07 Dec 2020 / courts Print

Fear of financial ruin deters recourse to courts – Kelly

The 500-page Administration of Civil Justice Review Report has made 90 recommendations, including streamlining procedures, limiting adjournments, reducing delays in bringing cases to hearing, and improving access to legal aid in the civil courts.

Following a decision of the Government in March 2017, a review group was established to examine and suggest reform of the administration of civil justice in the State. The Administration of Civil Justice Review Report is its assessment of these matters.

In his introduction, Mr Justice Peter Kelly quotes Lytton Strachey about the worry that his report would achieve “nothing but the concoction of a very fat blue book on a very high shelf”.

Affordable measures

To offset this fear, the review group decided to produce recommendations that would be practical, affordable, and capable of implementation with as little fuss as possible, the former High Court President writes.

Resorting to primary legislation to effect change was avoided as far as possible.

The group achieved consensus on every matter, except litigation costs.

The majority proposals recommend the use of non-binding guidelines as to costs levels.
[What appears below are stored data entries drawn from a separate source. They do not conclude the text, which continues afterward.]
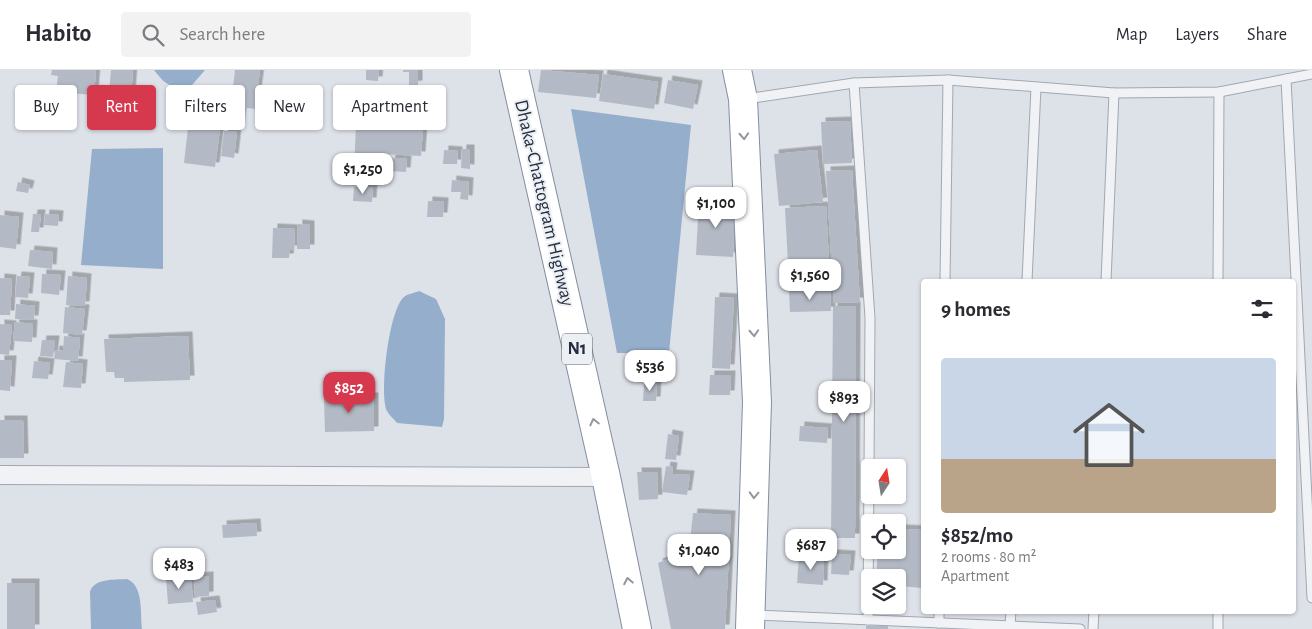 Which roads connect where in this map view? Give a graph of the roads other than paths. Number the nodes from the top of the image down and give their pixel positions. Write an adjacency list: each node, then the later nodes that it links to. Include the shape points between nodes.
1 (514, 70): 18 (highway, Dhaka-Chattogram Highway / N1, one-way to 1)
2 (737, 70): 10 (highway)
3 (1312, 74): 5 (lane)
4 (948, 80): 6 (lane); 7 (lane); 11 (lane)
5 (1286, 80): 8 (lane); 16 (lane)
6 (854, 83): 10 (lane); 24 (lane, via 870,318)
7 (1036, 87): 9 (lane); 12 (lane)
8 (1219, 92): 9 (lane); 14 (lane)
9 (1114, 93): 13 (lane)
10 (743, 99): 25 (highway, one-way to 25, via 757,402)
11 (944, 279)
12 (1027, 279)
13 (1106, 279)
14 (1218, 279)
15 (1296, 279): 19 (lane)
16 (1296, 279)
17 (0, 475): 18 (street)
18 (606, 477): 29 (highway, Dhaka-Chattogram Highway / N1, one-way to 18)
19 (1312, 598)
20 (939, 614): 26 (lane)
21 (1011, 614): 27 (lane)
22 (1094, 614): 31 (lane)
23 (1218, 614): 32 (lane)
24 (868, 620): 25 (lane); 26 (lane)
25 (751, 622)
26 (939, 623): 27 (lane)
27 (1010, 626): 28 (lane)
28 (1037, 628): 30 (lane)
29 (638, 629)
30 (1080, 629)
31 (1093, 629)
32 (1218, 629) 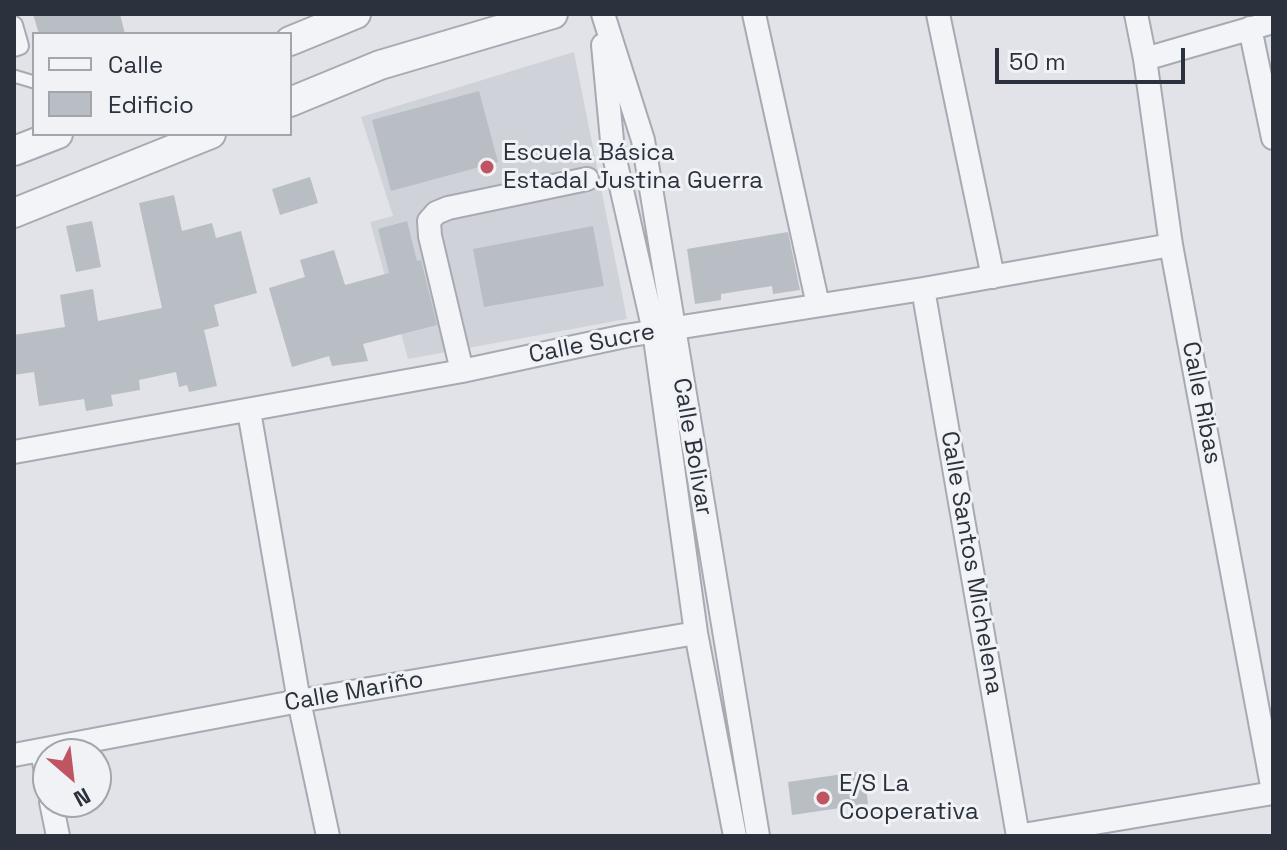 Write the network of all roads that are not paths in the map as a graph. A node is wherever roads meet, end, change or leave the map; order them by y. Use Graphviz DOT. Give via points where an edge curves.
graph roads {
  1 [pos="356,14"];
  2 [pos="553,14"];
  3 [pos="602,14"];
  4 [pos="754,14"];
  5 [pos="938,14"];
  6 [pos="1136,14"];
  7 [pos="1273,22"];
  8 [pos="14,25"];
  9 [pos="1250,28"];
  10 [pos="292,40"];
  11 [pos="14,48"];
  12 [pos="1145,59"];
  13 [pos="292,101"];
  14 [pos="53,136"];
  15 [pos="206,136"];
  16 [pos="1273,138"];
  17 [pos="14,151"];
  18 [pos="587,179"];
  19 [pos="14,213"];
  20 [pos="1171,245"];
  21 [pos="993,277"];
  22 [pos="923,289"];
  23 [pos="818,305"];
  24 [pos="663,330"];
  25 [pos="462,371"];
  26 [pos="249,411"];
  27 [pos="14,452"];
  28 [pos="696,633"];
  29 [pos="299,701"];
  30 [pos="105,738"];
  31 [pos="1273,792"];
  32 [pos="328,836"];
  33 [pos="735,836"];
  34 [pos="758,836"];
  35 [pos="1018,836"];
  1 -- 10 [label="street"];
  2 -- 13 [label="street" via="380,65"];
  3 -- 24 [label="street, Calle Bolivar" via="613,151"];
  3 -- 24 [label="street, Calle Bolivar" via="643,140"];
  4 -- 23 [label="street"];
  5 -- 21 [label="street"];
  6 -- 12 [label="street, Calle Ribas"];
  7 -- 9 [label="street"];
  8 -- 11 [label="street" via="20,46"];
  9 -- 12 [label="street"];
  9 -- 16 [label="street"];
  12 -- 20 [label="street, Calle Ribas"];
  14 -- 17 [label="street"];
  15 -- 19 [label="street"];
  18 -- 25 [label="street" via="448,208 429,221"];
  20 -- 21 [label="street, Calle Sucre"];
  20 -- 31 [label="street, Calle Ribas"];
  21 -- 22 [label="street, Calle Sucre"];
  22 -- 23 [label="street, Calle Sucre"];
  22 -- 35 [label="street, Calle Santos Michelena"];
  23 -- 24 [label="street, Calle Sucre"];
  24 -- 25 [label="street, Calle Sucre"];
  24 -- 28 [label="street, Calle Bolivar"];
  24 -- 34 [label="street, Calle Bolivar"];
  25 -- 26 [label="street, Calle Sucre"];
  26 -- 27 [label="street, Calle Sucre"];
  26 -- 29 [label="street"];
  28 -- 29 [label="street, Calle Mariño"];
  28 -- 33 [label="street, Calle Bolivar"];
  29 -- 30 [label="street, Calle Mariño"];
  29 -- 32 [label="street"];
  31 -- 35 [label="street"];
}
The minority recommends prescribing maximum costs levels, with suitable safeguards to deal with exceptional circumstances.

Mr Justice Kelly himself writes that more radical measures will be required to achieve the desired results, saying: “Ireland is a high-cost jurisdiction in which to conduct litigation.”

“That fact may amount to a denial of justice for individuals and businesses who are deterred from having recourse to the courts for fear of financial ruin.

“It also has a negative effect on attracting international commercial litigation to what is the only English-speaking, exclusively common-law jurisdiction in the European Union, post Brexit. 

Great impact

Mr Justice Kelly writes that the greatest impact of the review will stem from shake-ups in discovery, judicial review, and litigation costs.

The review group recommends the automatic discontinuance of cases that have not been notified as ready for trial within 30 months of their commencement.

Cases automatically discontinued would be open to being reinstated by the court on certain terms.

Court officers should preside at case-management conferences, the review says. 

Speeding up court business

The review group also recommends solutions to allow judges spend more time hearing cases, and thereby speed up court business, by hiring staff to handle procedural matters.

The review group proposes that a single originating document – the claim notice, to include a detailed statement of claim – should replace the various types of originating document currently in use in the various first-instance jurisdictions.

It also recommends simplification of language and terminology in the rules of court.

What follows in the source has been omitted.